During last two decades, nearly half a million factories have been locked-out or declared sick. With the new offensive of "globalisation" the so-called public-sector, the "socialist" part of the Indian economy according to the revisionists, has come under the same threat. Privatisation, reducing the work-force by various means including retrenchment, closing down the units or even part of a big industry like mines and further opening up all the sectors to MNCs are the features to tell about, albeit partially.
The Hindi-Hindu combine of the Indian ruling classes was always there. Now with the BJP, as the main force, coming to the central power - oppression on the religious minorities is continuously growing. Open attacks on the Christians is the new feature of Indian communalism. Heaviest repression on the struggling minority nationalities, increasing attacks on the Dalits, severe oppression on the women - are the other features, to be precise, of the Indian realities.
The other side of the Indian reality is the people’s movements of all the sections of the above mentioned masses, in various forms and degrees, which are also on the rise.
The parliamentary "lefts" in India, the revisionists and neo-revisionist parties, viz CPI and CPL(M), have not only betrayed the people’s cause, but they have also become part and parcel of the present ruling system. They are having their own governments in three provinces in India where they are gleefully implementing all the new ventures of World Bank and different MNCs. And to get rid of communal BJP combine in central power they are now heavily depending on the Congress (I) - the traditional number one, ruling classes’ party in India.
The M-L movement which was supposed to be the revolutionary alternative in India is still now in a divide state with a number of M-L party-groups existing in India. In the decade of ‘70s our movement was defeated mainly due to the "left" line we practiced. Then onwards, although the process of correction started, but the line that appeared in the name of "mass line" has so far been unable to solve the main problem concerning developing the class struggle into the level of regular guerrilla warfare.

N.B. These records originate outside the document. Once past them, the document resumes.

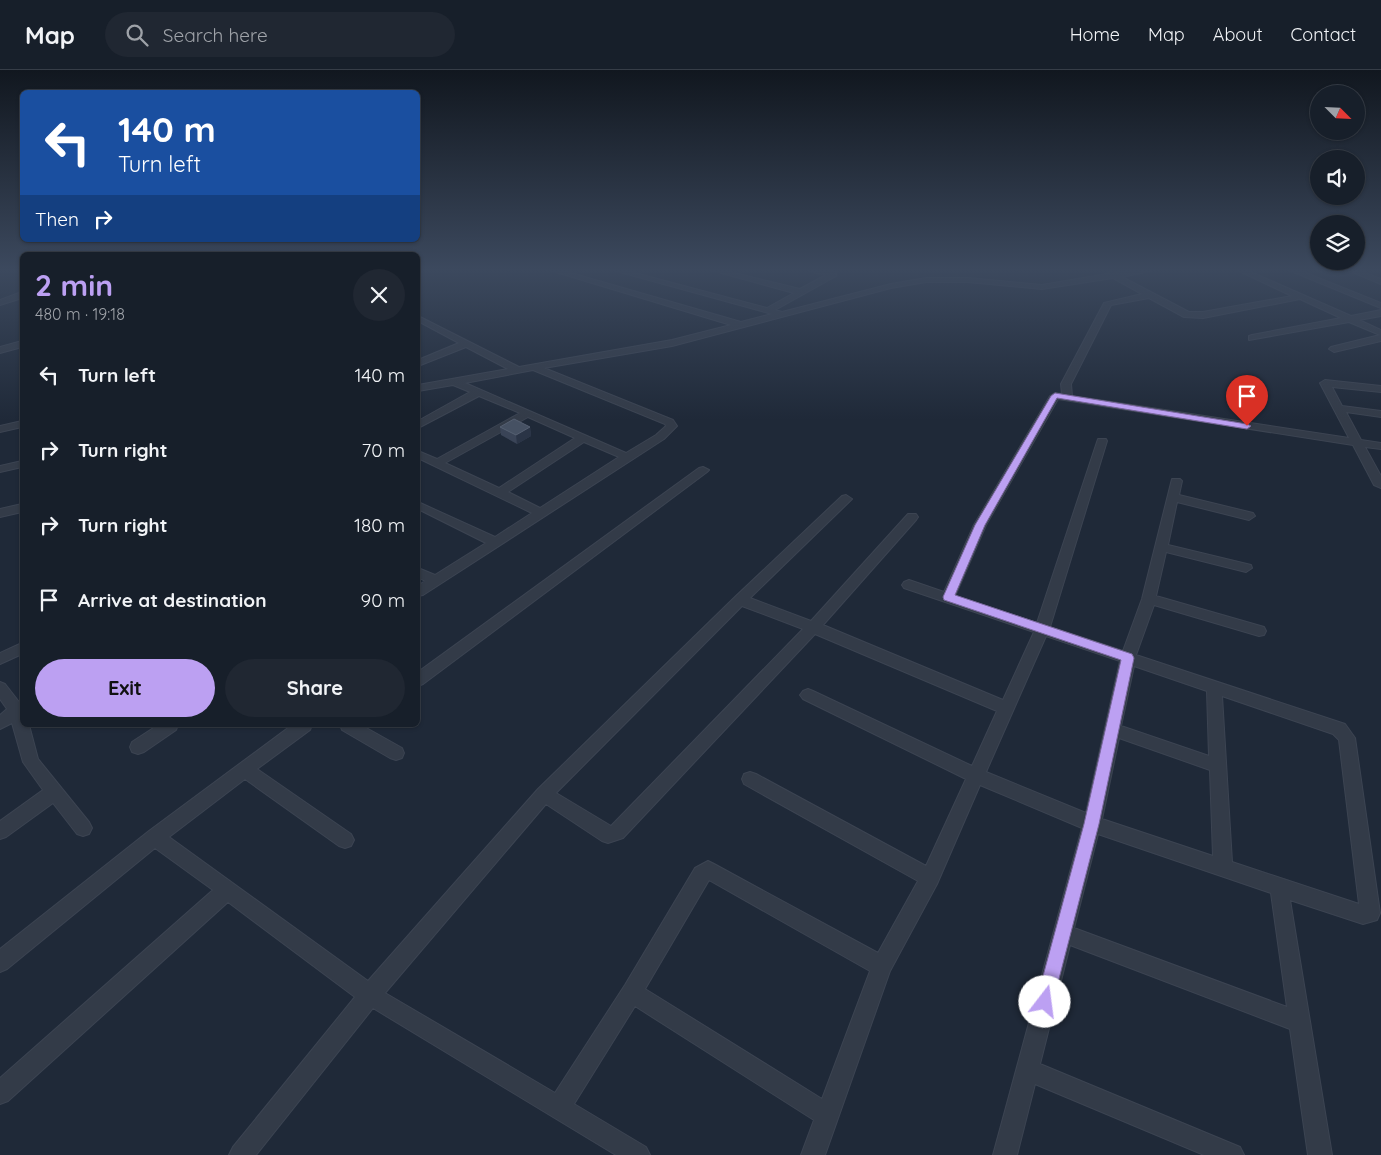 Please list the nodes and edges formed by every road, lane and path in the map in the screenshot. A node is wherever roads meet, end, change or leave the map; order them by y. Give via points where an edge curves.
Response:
1 (420, 320) edge
2 (724, 320) edge
3 (763, 320) edge
4 (1099, 320) edge
5 (1348, 320) edge
6 (1352, 320) edge
7 (742, 325) junction
8 (1381, 333) edge
9 (1252, 338) dead end
10 (1381, 338) edge
11 (467, 343) junction
12 (20, 345) edge
13 (1334, 349) dead end
14 (0, 350) edge
15 (420, 362) edge
16 (535, 368) junction
17 (519, 370) junction
18 (455, 382) junction
19 (420, 388) edge
20 (1381, 389) edge
21 (478, 392) junction
22 (1067, 398) junction
23 (1338, 408) junction
24 (528, 413) junction
25 (1381, 414) edge
26 (20, 424) edge
27 (420, 424) edge
28 (0, 429) edge
29 (584, 437) junction
30 (1102, 441) dead end
31 (1357, 442) junction
32 (1381, 446) edge
33 (420, 455) edge
34 (627, 457) junction
35 (437, 463) junction
36 (20, 464) edge
37 (0, 469) edge
38 (703, 470) dead end
39 (1176, 481) dead end
40 (1380, 485) edge
41 (499, 493) junction
42 (1173, 497) junction
43 (846, 500) dead end
44 (420, 506) edge
45 (20, 508) edge
46 (0, 513) edge
47 (541, 513) junction
48 (912, 516) dead end
49 (1249, 516) dead end
50 (495, 542) junction
51 (1161, 547) junction
52 (1246, 568) dead end
53 (420, 573) edge
54 (435, 581) junction
55 (909, 585) dead end
56 (420, 591) edge
57 (948, 597) junction
58 (1149, 599) junction
59 (740, 600) junction
60 (814, 627) junction
61 (1042, 629) junction
62 (1259, 631) dead end
63 (20, 649) edge
64 (1128, 658) junction
65 (0, 659) edge
66 (420, 679) edge
67 (1214, 686) junction
68 (0, 688) edge
69 (808, 695) dead end
70 (1007, 708) junction
71 (20, 709) edge
72 (0, 723) edge
73 (24, 727) edge
74 (167, 727) edge
75 (301, 727) edge
76 (351, 727) edge
77 (1112, 730) junction
78 (138, 747) dead end
79 (396, 753) dead end
80 (1218, 766) junction
81 (245, 770) junction
82 (977, 776) junction
83 (750, 779) dead end
84 (54, 792) junction
85 (544, 794) junction
86 (1092, 824) junction
87 (83, 828) dead end
88 (0, 831) edge
89 (154, 837) junction
90 (345, 840) dead end
91 (1223, 869) junction
92 (930, 878) junction
93 (1279, 887) junction
94 (227, 890) junction
95 (1063, 933) junction
96 (0, 962) edge
97 (882, 966) junction
98 (632, 992) junction
99 (370, 995) junction
100 (1299, 1022) junction
101 (1026, 1070) junction
102 (0, 1093) edge
103 (559, 1108) junction
104 (828, 1115) junction
105 (240, 1155) edge
106 (638, 1155) edge
107 (812, 1155) edge
108 (1005, 1155) edge
109 (1232, 1155) edge
110 (1320, 1155) edge

1 - 11 street
2 - 7 street
3 - 7 street
4 - 22 street via 1066,384
5 - 9 street
6 - 8 street
7 - 16 street via 672,343
10 - 13 street
11 - 15 street
11 - 17 street
12 - 14 street
16 - 17 street
16 - 34 street via 669,422 672,426 660,437
17 - 18 street
18 - 19 street
18 - 21 street
20 - 23 street via 1325,383
21 - 24 street
21 - 27 street
22 - 31 street
22 - 57 street via 1055,396 980,525
23 - 25 street
23 - 31 street
24 - 29 street
24 - 35 street
26 - 28 street
29 - 34 street
29 - 41 street
30 - 61 street
31 - 32 street
31 - 40 street
33 - 35 street
34 - 47 street
35 - 41 street
36 - 37 street
38 - 66 street
39 - 42 street
41 - 47 street
42 - 49 street
42 - 51 street
43 - 59 street
44 - 50 street
45 - 46 street
47 - 50 street
48 - 60 street
50 - 54 street
51 - 52 street
51 - 58 street
53 - 54 street
54 - 56 street
55 - 57 street
57 - 61 street
58 - 62 street
58 - 64 street
59 - 60 street
59 - 85 street
60 - 70 street
60 - 85 street via 617,832 608,835
61 - 64 street
61 - 70 street
63 - 65 street
64 - 67 street
64 - 77 street
67 - 80 street
67 - 93 street via 1339,729 1347,738 1370,913 1363,915
68 - 71 street
69 - 82 street
70 - 82 street
71 - 72 street
73 - 84 street via 31,762
74 - 78 street
75 - 81 street
76 - 79 street
77 - 80 street
77 - 86 street
80 - 91 street
81 - 89 street
81 - 90 street
82 - 86 street
82 - 92 street
83 - 92 street
84 - 87 street
84 - 88 street
85 - 99 street
86 - 91 street
86 - 95 street
89 - 94 street
89 - 96 street
91 - 93 street
92 - 97 street
93 - 100 street
94 - 99 street
94 - 102 street
95 - 100 street
95 - 101 street
97 - 98 street via 708,870 702,874
97 - 104 street
98 - 103 street
98 - 104 street
99 - 103 street
99 - 105 street
100 - 110 street
101 - 108 street
101 - 109 street
103 - 106 street
104 - 107 street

"Left" hangovers are still very much there in different forms like making the tactics of participation in the elections or boycotting the same as a matter of standard or dividing line between revolutionaries and revisionists. But the main problem in our movement is not the continuation of the "left" mistakes; rather the right-deviation in different forms is main danger.
The big and massive peasant struggle which was developed in the vast region of Andhra Pradesh in the decade of 70’s and 80’s and which was finally defined as "resistance struggle" by the main leader of this movement, Com. C. P. Reddy, and was adopted by us, CPI (M-L) Janashakti, as a step towards guerrilla struggle, is under review now.
We could have been in a much better situation now to answer some of the major problems, including the main one. But for the internal problems of groupism, splittism and rightist orientation of a section of us we lost some valuable time. CPI (M-L) Janashakti is on its way to come out with a solution not only in theory but also in practice as well. We are confident that we will be able to do so.